[Exercise requirements]
What you return must match the records word for word, except that pictures are dropped.

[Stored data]
------------------------------

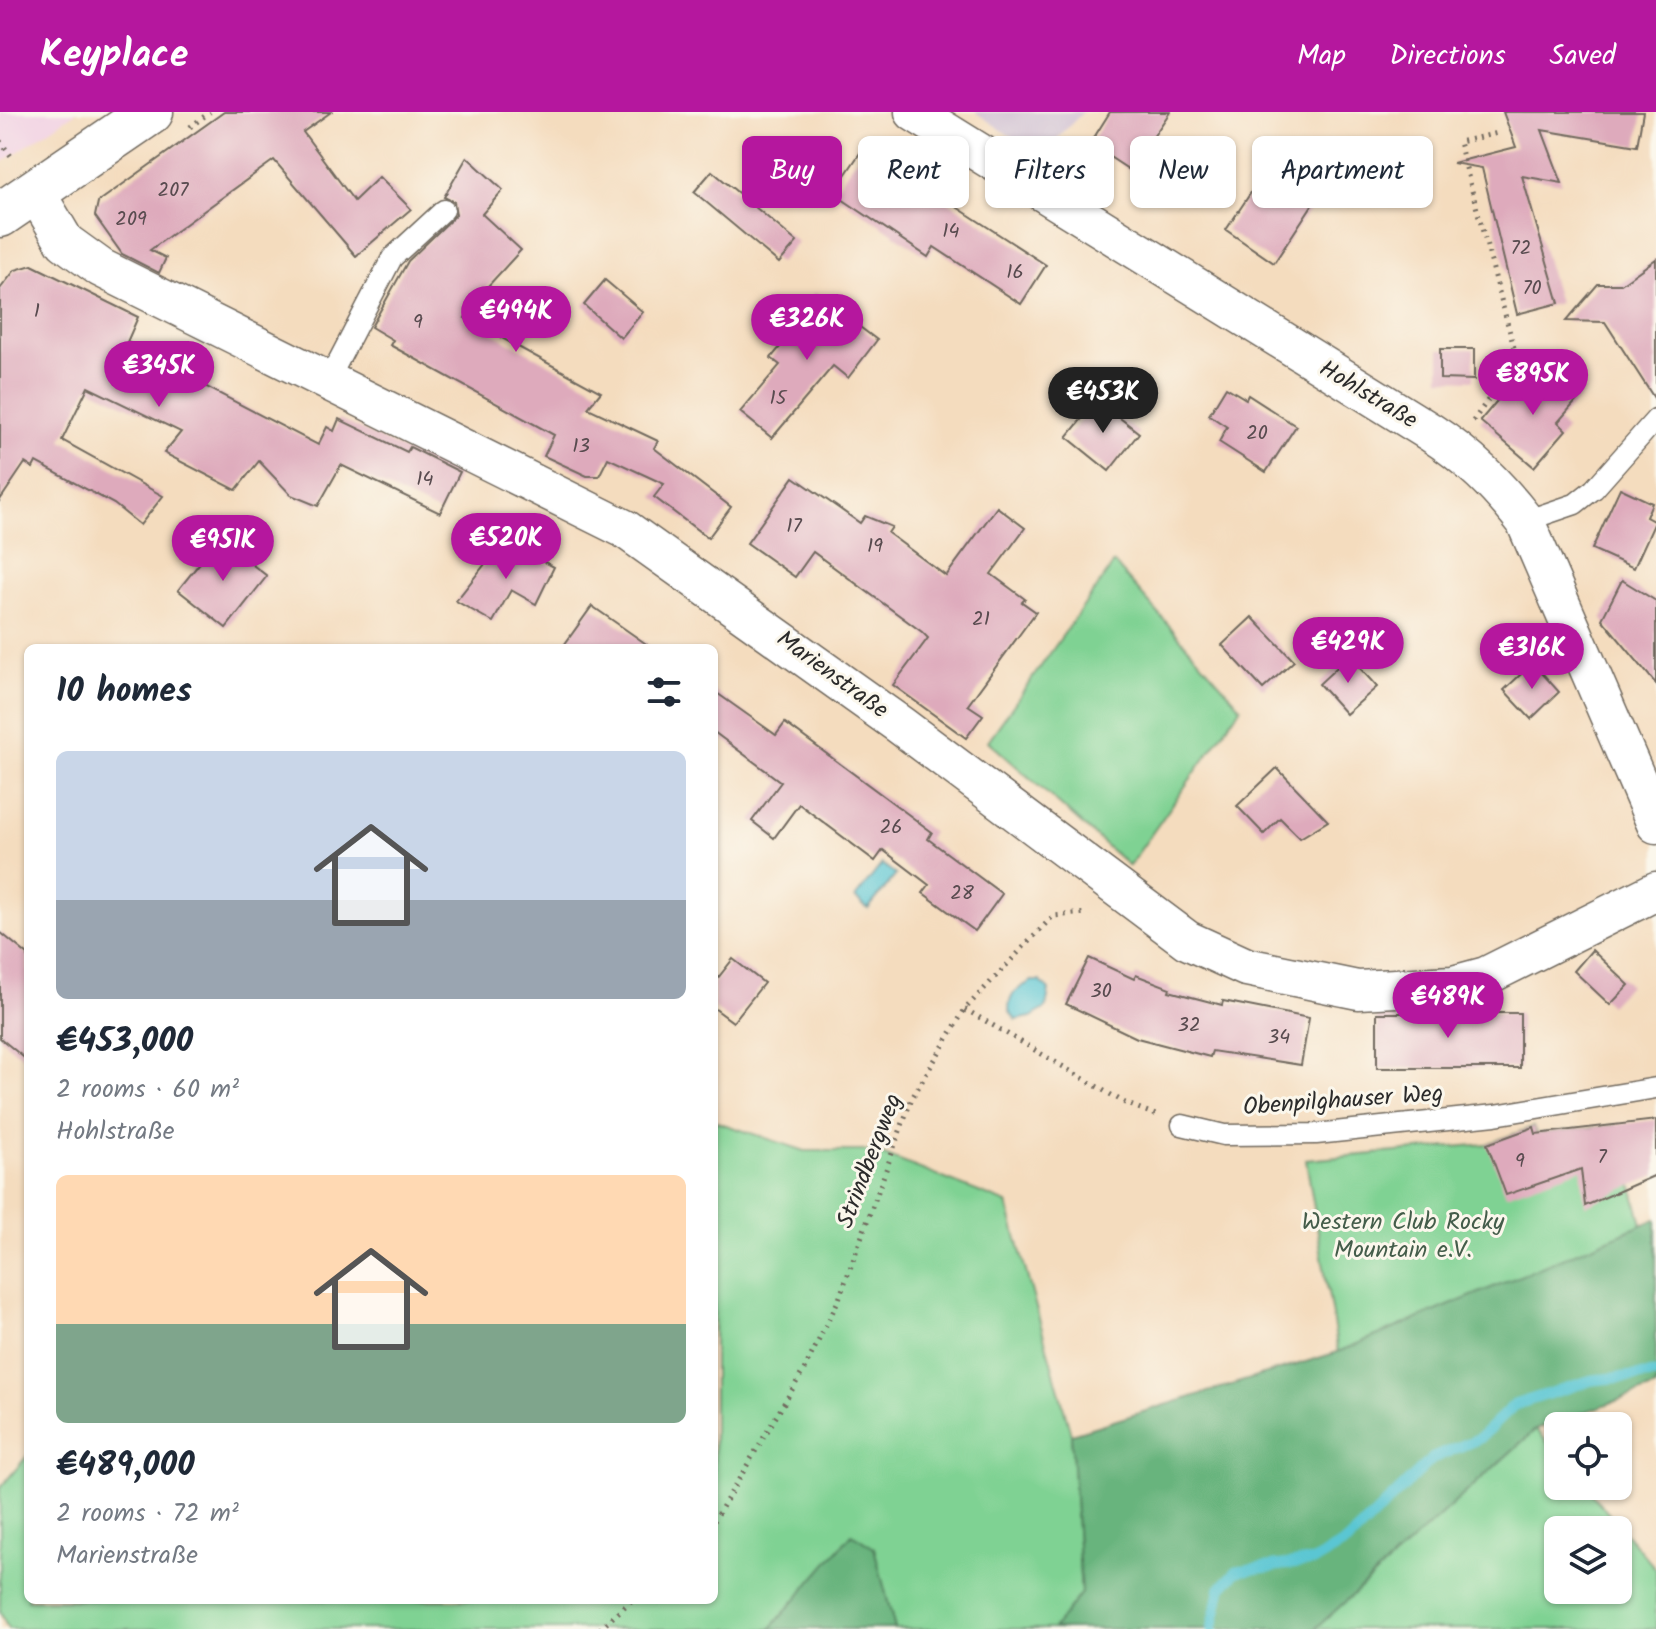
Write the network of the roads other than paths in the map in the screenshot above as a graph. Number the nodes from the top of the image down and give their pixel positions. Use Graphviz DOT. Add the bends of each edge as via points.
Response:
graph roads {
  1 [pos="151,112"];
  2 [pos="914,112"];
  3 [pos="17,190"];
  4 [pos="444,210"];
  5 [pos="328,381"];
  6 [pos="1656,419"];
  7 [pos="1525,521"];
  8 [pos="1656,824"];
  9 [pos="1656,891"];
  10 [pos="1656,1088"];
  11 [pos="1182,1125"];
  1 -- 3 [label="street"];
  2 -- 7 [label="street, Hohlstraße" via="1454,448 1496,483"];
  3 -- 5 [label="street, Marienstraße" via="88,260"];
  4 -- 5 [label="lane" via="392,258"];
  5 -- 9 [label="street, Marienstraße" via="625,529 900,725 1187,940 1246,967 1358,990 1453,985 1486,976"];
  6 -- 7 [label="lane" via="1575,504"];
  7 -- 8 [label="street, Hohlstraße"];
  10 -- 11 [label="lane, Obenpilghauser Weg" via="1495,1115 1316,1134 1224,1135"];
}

------------------------------

[Written answer]
Write the network of the roads other than paths in the map in the screenshot above as a graph. Number the nodes from the top of the image down and give their pixel positions. Use Graphviz DOT. Add the bends of each edge as via points.
Response:
graph roads {
  1 [pos="151,112"];
  2 [pos="914,112"];
  3 [pos="17,190"];
  4 [pos="444,210"];
  5 [pos="328,381"];
  6 [pos="1656,419"];
  7 [pos="1525,521"];
  8 [pos="1656,824"];
  9 [pos="1656,891"];
  10 [pos="1656,1088"];
  11 [pos="1182,1125"];
  1 -- 3 [label="street"];
  2 -- 7 [label="street, Hohlstraße" via="1454,448 1496,483"];
  3 -- 5 [label="street, Marienstraße" via="88,260"];
  4 -- 5 [label="lane" via="392,258"];
  5 -- 9 [label="street, Marienstraße" via="625,529 900,725 1187,940 1246,967 1358,990 1453,985 1486,976"];
  6 -- 7 [label="lane" via="1575,504"];
  7 -- 8 [label="street, Hohlstraße"];
  10 -- 11 [label="lane, Obenpilghauser Weg" via="1495,1115 1316,1134 1224,1135"];
}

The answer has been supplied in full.